L'Ugict CGT publie les résultats de son baromètre sur l'opinion et les attentes des cadres.
Travailler plus pour gagner moins
Un ancien ministre a récemment estimé que le modèle des 35 heures devrait disparaître car les français·es, selon lui, ne “travaillent pas assez”. Or, l’Insee rappelle que la France se situe dans la moyenne en nombre d’heures travaillées (à temps complet), à savoir en moyenne 40,1 heures par semaine.
Dans l’encadrement, cette durée du travail explose.
- 63% des cadres déclarent travailler plus de 40 heures par semaine,
- Un cadre sur quatre déclare travailler plus de 45 heures par semaine,
- 82% des cadres déclarent faire des heures supplémentaires,
- Plus d'un cadre sur deux (51%) déclare faire régulièrement des heures supplémentaires.

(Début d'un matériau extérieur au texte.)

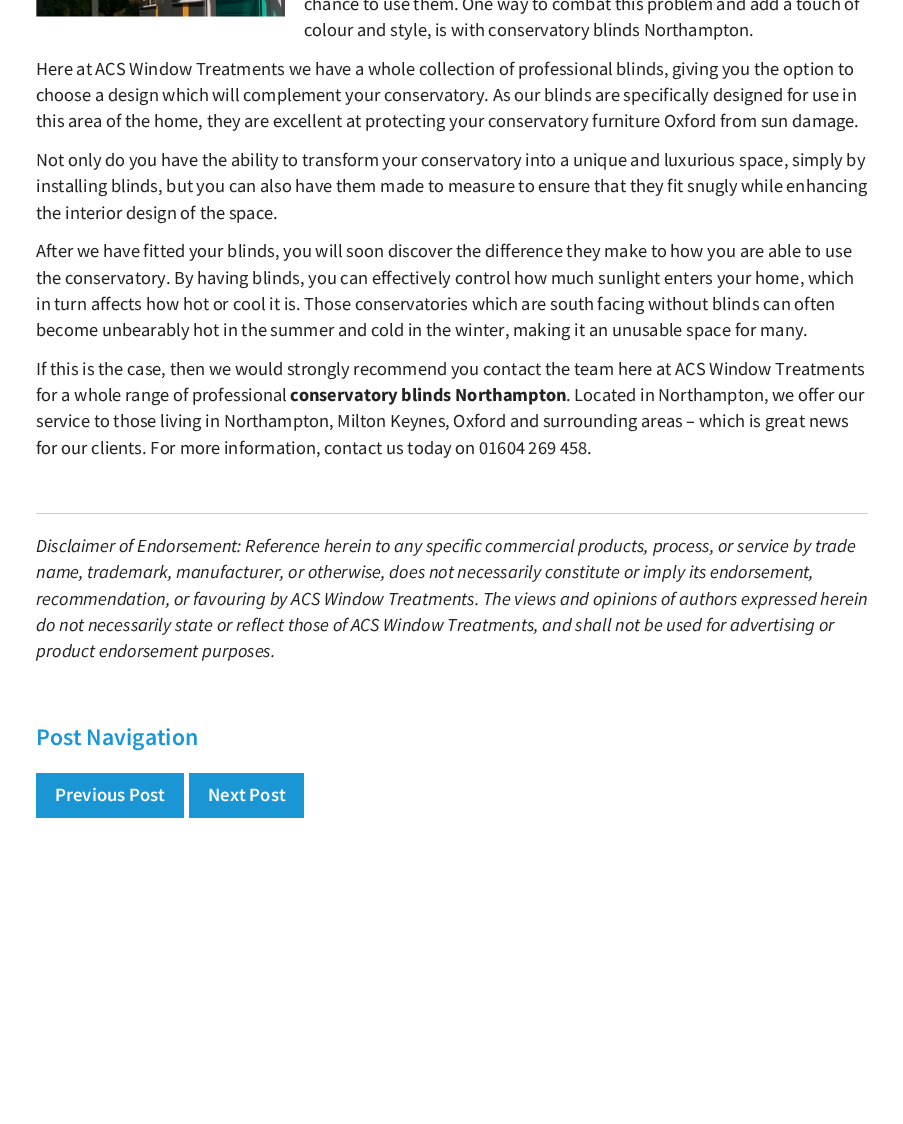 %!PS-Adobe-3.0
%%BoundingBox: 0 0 903 1124
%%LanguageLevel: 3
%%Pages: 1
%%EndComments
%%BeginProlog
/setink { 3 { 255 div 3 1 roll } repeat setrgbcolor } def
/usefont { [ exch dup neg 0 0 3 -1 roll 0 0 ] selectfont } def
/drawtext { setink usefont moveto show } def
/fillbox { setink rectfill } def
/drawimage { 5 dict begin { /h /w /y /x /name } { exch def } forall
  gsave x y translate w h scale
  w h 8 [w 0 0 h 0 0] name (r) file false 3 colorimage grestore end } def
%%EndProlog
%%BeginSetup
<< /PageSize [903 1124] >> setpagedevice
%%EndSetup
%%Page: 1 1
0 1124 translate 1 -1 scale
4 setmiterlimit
0 0 903 1124 255 255 255 fillbox
(chance to use them. One way to combat this problem and add a touch of) 304 10 /SourceSansPro-Regular 18.4 34 34 34 drawtext
(colour and style, is with conservatory blinds Northampton.) 304 36 /SourceSansPro-Regular 18.4 34 34 34 drawtext
(Here at ACS Window Treatments we have a whole collection of professional blinds, giving you the option to) 36 75 /SourceSansPro-Regular 18.4 34 34 34 drawtext
(choose a design which will complement your conservatory. As our blinds are specifically designed for use in) 36 101 /SourceSansPro-Regular 18.4 34 34 34 drawtext
(this area of the home, they are excellent at protecting your conservatory furniture Oxford from sun damage.) 36 127 /SourceSansPro-Regular 18.4 34 34 34 drawtext
(Not only do you have the ability to transform your conservatory into a unique and luxurious space, simply by) 36 166 /SourceSansPro-Regular 18.4 34 34 34 drawtext
(installing blinds, but you can also have them made to measure to ensure that they fit snugly while enhancing) 36 192 /SourceSansPro-Regular 18.4 34 34 34 drawtext
(the interior design of the space.) 36 219 /SourceSansPro-Regular 18.4 34 34 34 drawtext
(After we have fitted your blinds, you will soon discover the difference they make to how you are able to use) 36 257 /SourceSansPro-Regular 18.4 34 34 34 drawtext
(the conservatory. By having blinds, you can effectively control how much sunlight enters your home, which) 36 284 /SourceSansPro-Regular 18.4 34 34 34 drawtext
(in turn affects how hot or cool it is. Those conservatories which are south facing without blinds can often) 36 310 /SourceSansPro-Regular 18.4 34 34 34 drawtext
(become unbearably hot in the summer and cold in the winter, making it an unusable space for many.) 36 336 /SourceSansPro-Regular 18.4 34 34 34 drawtext
(If this is the case, then we would strongly recommend you contact the team here at ACS Window Treatments) 36 375 /SourceSansPro-Regular 18.4 34 34 34 drawtext
(for a whole range of professional) 36 401 /SourceSansPro-Regular 18.4 34 34 34 drawtext
(conservatory blinds Northampton) 290 401 /SourceSansPro-Bold 18.4 34 34 34 drawtext
(. Located in Northampton, we offer our) 566 401 /SourceSansPro-Regular 18.4 34 34 34 drawtext
(service to those living in Northampton, Milton Keynes, Oxford and surrounding areas – which is great news) 36 427 /SourceSansPro-Regular 18.4 34 34 34 drawtext
(for our clients. For more information, contact us today on 01604 269 458.) 36 454 /SourceSansPro-Regular 18.4 34 34 34 drawtext
36 513 832 1 204 204 204 fillbox
(Disclaimer of Endorsement: Reference herein to any specific commercial products, process, or service by trade) 36 552 /SourceSansPro-Italic 18.4 34 34 34 drawtext
(name, trademark, manufacturer, or otherwise, does not necessarily constitute or imply its endorsement,) 36 578 /SourceSansPro-Italic 18.4 34 34 34 drawtext
(recommendation, or favouring by ACS Window Treatments. The views and opinions of authors expressed herein) 36 605 /SourceSansPro-Italic 18.4 34 34 34 drawtext
(do not necessarily state or reflect those of ACS Window Treatments, and shall not be used for advertising or) 36 631 /SourceSansPro-Italic 18.4 34 34 34 drawtext
(product endorsement purposes.) 36 657 /SourceSansPro-Italic 18.4 34 34 34 drawtext
(assets/img1.rgb) 36 0 249 17 drawimage
(Post Navigation) 36 745 /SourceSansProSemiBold-SemiBold 23.75 27 150 212 drawtext
36 773 148 45 27 150 212 fillbox
(Previous Post) 55 801 /SourceSansProSemiBold-SemiBold 18.75 255 255 255 drawtext
189 773 115 45 27 150 212 fillbox
(Next Post) 208 801 /SourceSansProSemiBold-SemiBold 18.75 255 255 255 drawtext
showpage
%%EOF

Le plus alarmant, c’est que les heures supplémentaires ne sont en général ni récupérées, ni rémunérées, et ce que les cadres soient au forfait-jour ou non pour :
- 58% des cadres,
- 83% des cadres en forfait jour
Au travail aussi, la parole et les actes racistes se libèrent
Nous traversons une période de libération de la parole raciste et xénophobe accentuée par les scores électoraux de l’extrême droite.
Pour cette raison, et après que la CGT et son Ugict se soient mobilisées contre l’arrivée de l’extrême droite au pouvoir, une partie de l’étude est consacrée à la question des discriminations racistes au travail.
Les chiffres du baromètre font l’état de paroles et actes racistes décomplexés :
- Plus d’un·e cadre sur trois (38 %) a déjà été témoin ou victime de “blagues” racistes ; un·e cadre sur dix déclare en avoir déjà été victime
- Plus d’un·e cadre sur cinq a déjà été témoin ou victime de discriminations raciales dans l’évolution de la carrière (21 %).
- 14,5 % des femmes déclarent avoir déjà été victime de “blagues” racistes, contre 7 % des hommes.
Force est de constater que le patronat, qui plus est, ne prend pas ses responsabilités en matière de prévention et de sanction des actes discriminatoires :
- Un·e cadre sur deux déclare que son employeur ne l’a jamais informé·e des droits et des recours en cas de comportement raciste au travail.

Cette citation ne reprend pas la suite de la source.